For clarity, I'm not saying the other system will dethrone D&D as far as popularity and player base goes. I'm talking about who will be using which license to make things. I.e., 3PP would use ORC more than they would use OGL 2.0, and they would use ORC if they want other people to play their system rather than create their own (which will get lost in the chaff)
 

aco175

Legend
Can Wizards force one? I imagine that making ORC is the attempt to circle the OGL and cut Wizards out totally. I can see 1D&D maybe changing things more than we thought and it being more a 6e then in order to come out with the new OGL for that edition.
 


Parmandur

Book-Friend
We all know Paizo is launching the ORC Open gaming system, and Kobold press is onboard with Project Black Flag. We also know a lot of publishers are writing their own systems (I'm part of one such collaboration). But I think the writing is on the wall.

If you want more than just a handful of people using your system, you need to be onboard with ORC. The market will have dozens of other systems created, but none of them will gain any real traction. You need branding and the ability to get the word out, and to show that a lot of gamers would adopt your system over someone else's.

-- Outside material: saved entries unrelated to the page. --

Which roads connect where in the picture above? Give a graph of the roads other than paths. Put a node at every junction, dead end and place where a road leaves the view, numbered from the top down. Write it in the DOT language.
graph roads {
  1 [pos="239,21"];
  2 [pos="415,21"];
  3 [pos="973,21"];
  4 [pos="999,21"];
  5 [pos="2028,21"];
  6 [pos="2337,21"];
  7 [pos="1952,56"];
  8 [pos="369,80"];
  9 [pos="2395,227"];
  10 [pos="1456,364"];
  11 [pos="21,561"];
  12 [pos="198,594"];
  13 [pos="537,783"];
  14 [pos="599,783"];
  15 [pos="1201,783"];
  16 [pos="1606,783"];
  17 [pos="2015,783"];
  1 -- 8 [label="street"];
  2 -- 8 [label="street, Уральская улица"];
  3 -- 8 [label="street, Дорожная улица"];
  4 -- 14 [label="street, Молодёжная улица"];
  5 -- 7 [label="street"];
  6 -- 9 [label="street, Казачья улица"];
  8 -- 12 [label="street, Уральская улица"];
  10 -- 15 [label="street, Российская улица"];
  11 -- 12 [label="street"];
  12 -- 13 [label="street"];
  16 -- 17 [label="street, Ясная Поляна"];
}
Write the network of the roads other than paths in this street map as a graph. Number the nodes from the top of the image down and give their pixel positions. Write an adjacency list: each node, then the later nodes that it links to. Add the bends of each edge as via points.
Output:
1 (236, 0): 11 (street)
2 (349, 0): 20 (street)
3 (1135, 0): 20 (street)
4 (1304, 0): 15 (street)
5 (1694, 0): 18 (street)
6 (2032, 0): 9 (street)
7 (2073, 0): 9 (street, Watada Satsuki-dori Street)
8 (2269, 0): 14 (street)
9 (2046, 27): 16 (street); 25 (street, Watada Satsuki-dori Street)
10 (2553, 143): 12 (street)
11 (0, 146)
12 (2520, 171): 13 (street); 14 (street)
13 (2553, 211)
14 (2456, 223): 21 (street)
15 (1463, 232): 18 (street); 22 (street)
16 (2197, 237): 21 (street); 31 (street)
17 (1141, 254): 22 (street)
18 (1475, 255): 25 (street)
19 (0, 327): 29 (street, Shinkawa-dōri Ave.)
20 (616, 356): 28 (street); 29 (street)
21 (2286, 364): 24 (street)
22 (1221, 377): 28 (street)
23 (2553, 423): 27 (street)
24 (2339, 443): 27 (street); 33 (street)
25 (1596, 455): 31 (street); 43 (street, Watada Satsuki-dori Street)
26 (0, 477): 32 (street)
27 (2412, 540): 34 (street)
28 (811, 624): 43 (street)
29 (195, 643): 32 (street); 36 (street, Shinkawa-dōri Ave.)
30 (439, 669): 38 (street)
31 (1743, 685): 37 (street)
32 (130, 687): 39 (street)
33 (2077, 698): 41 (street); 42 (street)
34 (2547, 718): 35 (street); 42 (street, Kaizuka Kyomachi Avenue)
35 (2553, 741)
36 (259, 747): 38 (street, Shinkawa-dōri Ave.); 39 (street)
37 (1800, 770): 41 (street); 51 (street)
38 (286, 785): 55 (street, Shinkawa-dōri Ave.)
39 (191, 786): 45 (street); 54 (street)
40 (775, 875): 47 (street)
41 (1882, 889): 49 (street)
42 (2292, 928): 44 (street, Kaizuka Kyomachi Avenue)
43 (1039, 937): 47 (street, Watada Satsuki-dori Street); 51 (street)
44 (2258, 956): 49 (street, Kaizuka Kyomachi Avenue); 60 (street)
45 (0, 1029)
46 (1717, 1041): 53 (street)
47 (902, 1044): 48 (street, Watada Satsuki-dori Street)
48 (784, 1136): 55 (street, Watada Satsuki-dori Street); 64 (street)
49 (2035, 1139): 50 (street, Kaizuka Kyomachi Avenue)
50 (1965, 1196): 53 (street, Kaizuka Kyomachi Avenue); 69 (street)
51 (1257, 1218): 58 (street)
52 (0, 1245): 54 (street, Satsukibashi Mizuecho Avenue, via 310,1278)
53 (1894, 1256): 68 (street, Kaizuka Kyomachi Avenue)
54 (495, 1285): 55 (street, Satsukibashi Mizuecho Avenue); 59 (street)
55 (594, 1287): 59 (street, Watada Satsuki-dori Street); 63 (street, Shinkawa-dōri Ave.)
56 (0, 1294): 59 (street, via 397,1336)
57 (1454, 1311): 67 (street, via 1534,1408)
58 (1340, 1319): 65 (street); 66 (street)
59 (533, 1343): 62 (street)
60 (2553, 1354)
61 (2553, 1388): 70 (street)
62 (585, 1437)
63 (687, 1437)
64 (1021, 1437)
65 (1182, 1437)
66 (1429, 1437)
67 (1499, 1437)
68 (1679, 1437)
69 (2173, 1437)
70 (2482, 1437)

The advantage is clearly with ORC. By this time next year, even if WoTC keeps the OGL 1.0, ORC will be the only other go-to system. If 1.0 stays around, it will still be #1. If it goes away and is replaced by 2.0? Then ORC will take the top spot.

That's my prediction.
Too many unknown factors. Partly depends on where WotC lands in the end.

D&D is going to remain the 600 pound gorging the room, if the terms are sufficient, people will take them fir the market share
 



bedir than

Full Moon Storyteller
We all know Paizo is launching the ORC Open gaming system, and Kobold press is onboard with Project Black Flag. We also know a lot of publishers are writing their own systems (I'm part of one such collaboration). But I think the writing is on the wall.

If you want more than just a handful of people using your system, you need to be onboard with ORC. The market will have dozens of other systems created, but none of them will gain any real traction. You need branding and the ability to get the word out, and to show that a lot of gamers would adopt your system over someone else's.

The advantage is clearly with ORC. By this time next year, even if WoTC keeps the OGL 1.0, ORC will be the only other go-to system. If 1.0 stays around, it will still be #1. If it goes away and is replaced by 2.0? Then ORC will take the top spot.

That's my prediction.
Players and DMs don't buy licenses. They buy games and content related to games.

D&D will still be number one because there are tens of millions playing the game and no one else is close to that.

Step one for all these places abandoning D&D is not "find a license." It's survive by selling to a current audience of zero.